**** Records for this task ****

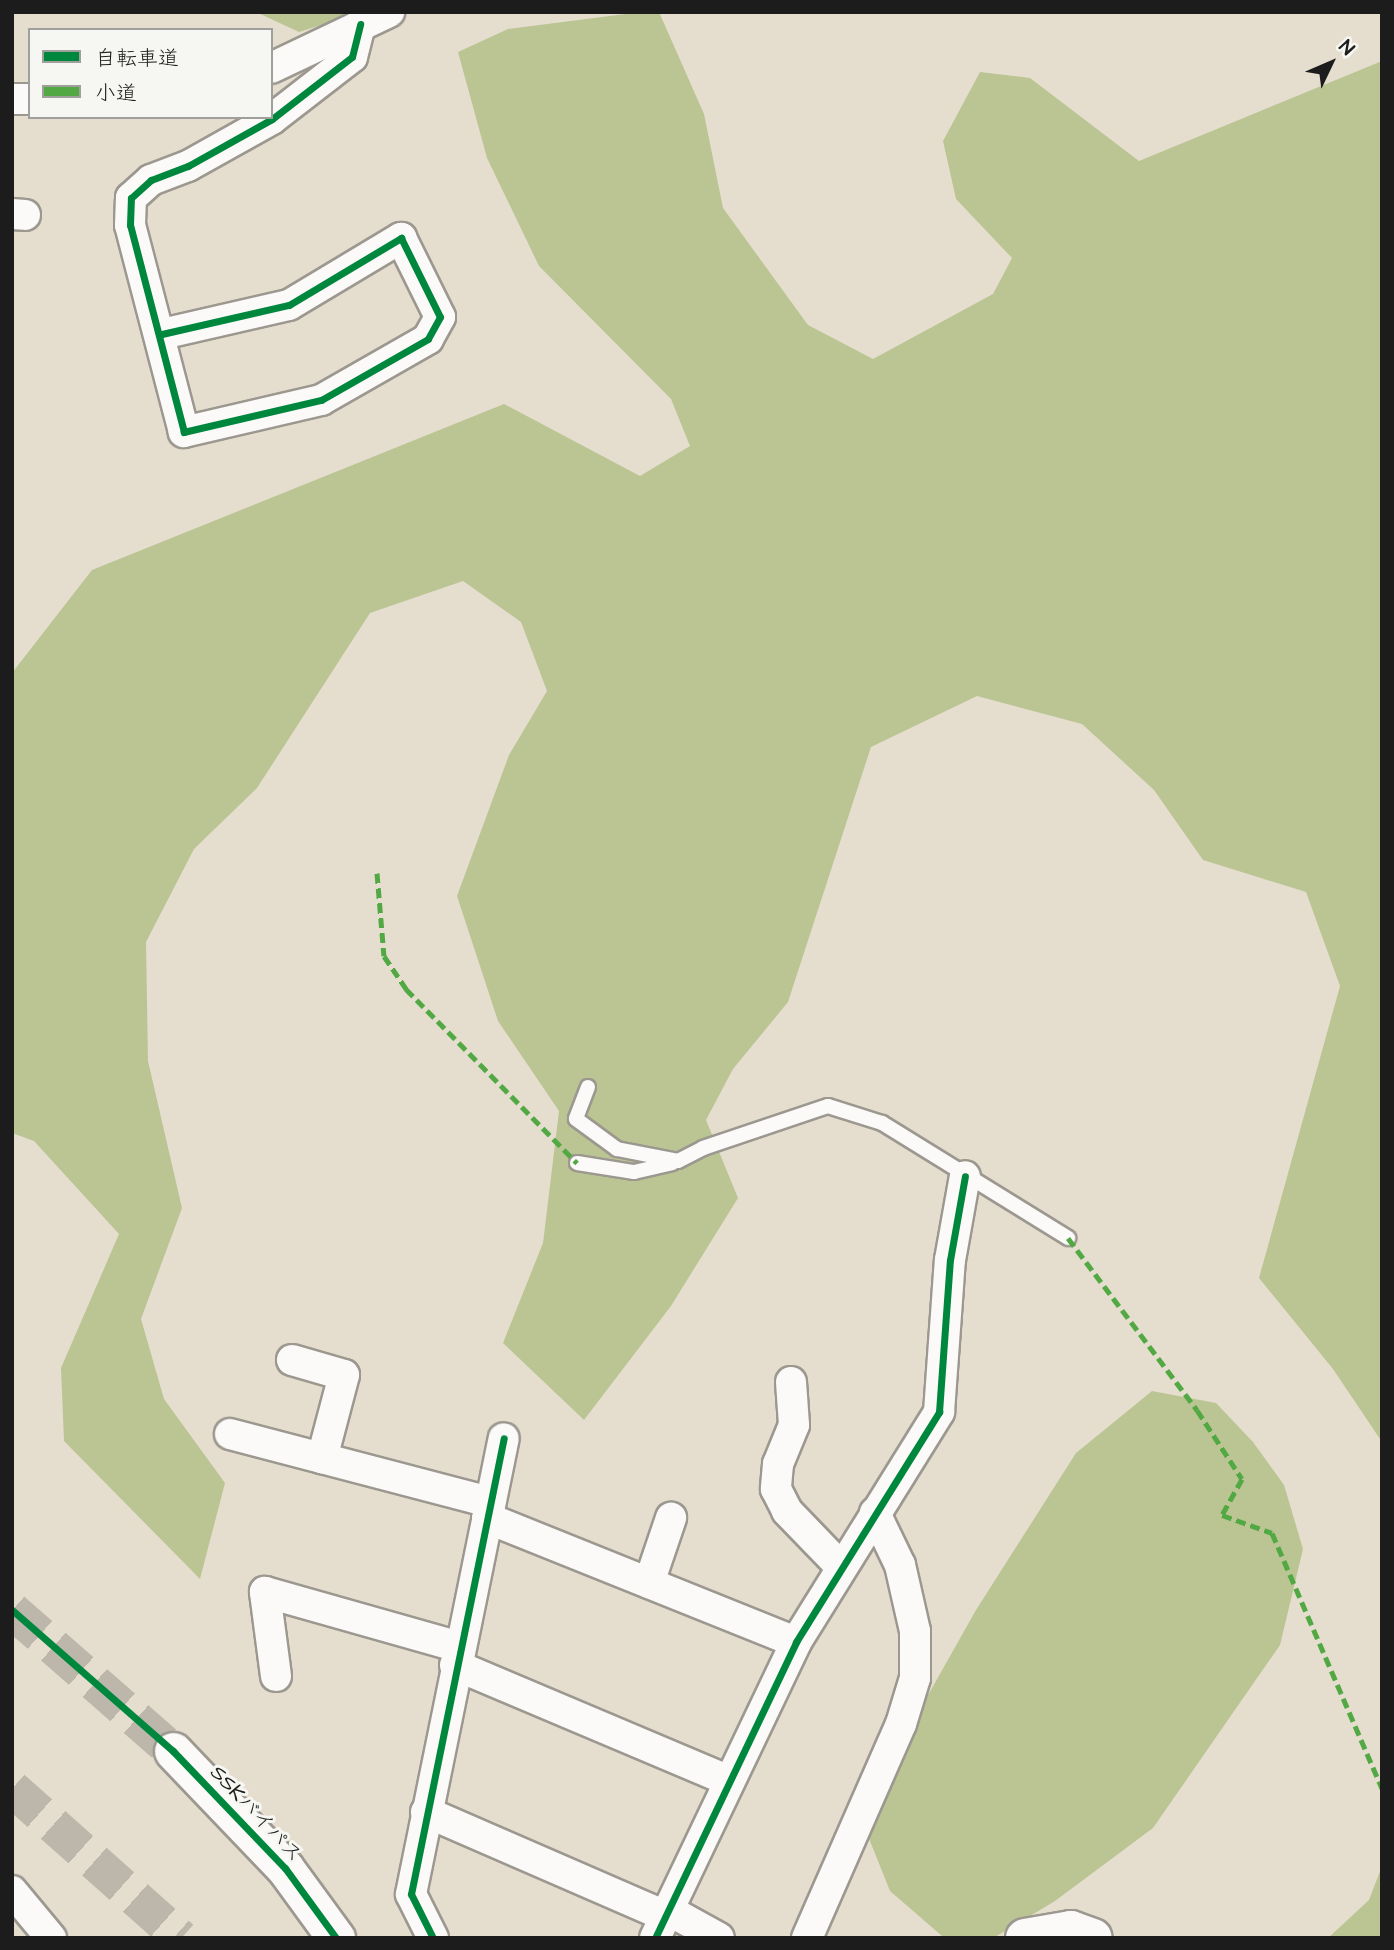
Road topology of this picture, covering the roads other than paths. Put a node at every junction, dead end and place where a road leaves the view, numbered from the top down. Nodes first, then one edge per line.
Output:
1 (389, 12) edge
2 (360, 24) junction
3 (273, 67) edge
4 (273, 116) edge
5 (268, 119) edge
6 (162, 334) junction
7 (588, 1087) dead end
8 (678, 1161) junction
9 (577, 1163) dead end
10 (965, 1175) junction
11 (1068, 1238) dead end
12 (292, 1360) dead end
13 (791, 1382) dead end
14 (230, 1434) dead end
15 (504, 1438) dead end
16 (321, 1458) junction
17 (489, 1510) junction
18 (875, 1513) junction
19 (671, 1518) dead end
20 (841, 1567) junction
21 (649, 1583) junction
22 (796, 1642) junction
23 (457, 1656) junction
24 (276, 1676) dead end
25 (173, 1751) tunnel mouth
26 (729, 1781) junction
27 (426, 1811) junction
28 (12, 1891) edge
29 (662, 1921) edge
30 (51, 1938) edge
31 (336, 1938) edge
32 (433, 1938) edge
33 (719, 1938) edge
34 (807, 1938) edge
35 (1025, 1938) edge
36 (1094, 1938) edge

1 - 2 street
2 - 3 street
2 - 4 street
5 - 6 street
6 - 6 street
7 - 8 lane
8 - 9 lane
8 - 10 lane
10 - 11 lane
10 - 18 street
12 - 16 street
13 - 20 street
14 - 16 street
15 - 17 street
16 - 17 street
17 - 21 street
17 - 23 street
18 - 20 street
18 - 34 street
19 - 21 street
20 - 22 street
21 - 22 street
22 - 26 street
23 - 24 street
23 - 26 street
23 - 27 street
25 - 31 street, SSKバイパス
26 - 29 street
27 - 29 street
27 - 32 street
28 - 30 street
29 - 33 street
35 - 36 main road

****

● **Exercise**:
Search the entries for lines with the string "road", then report their number alone.

● **Exercise output**:
2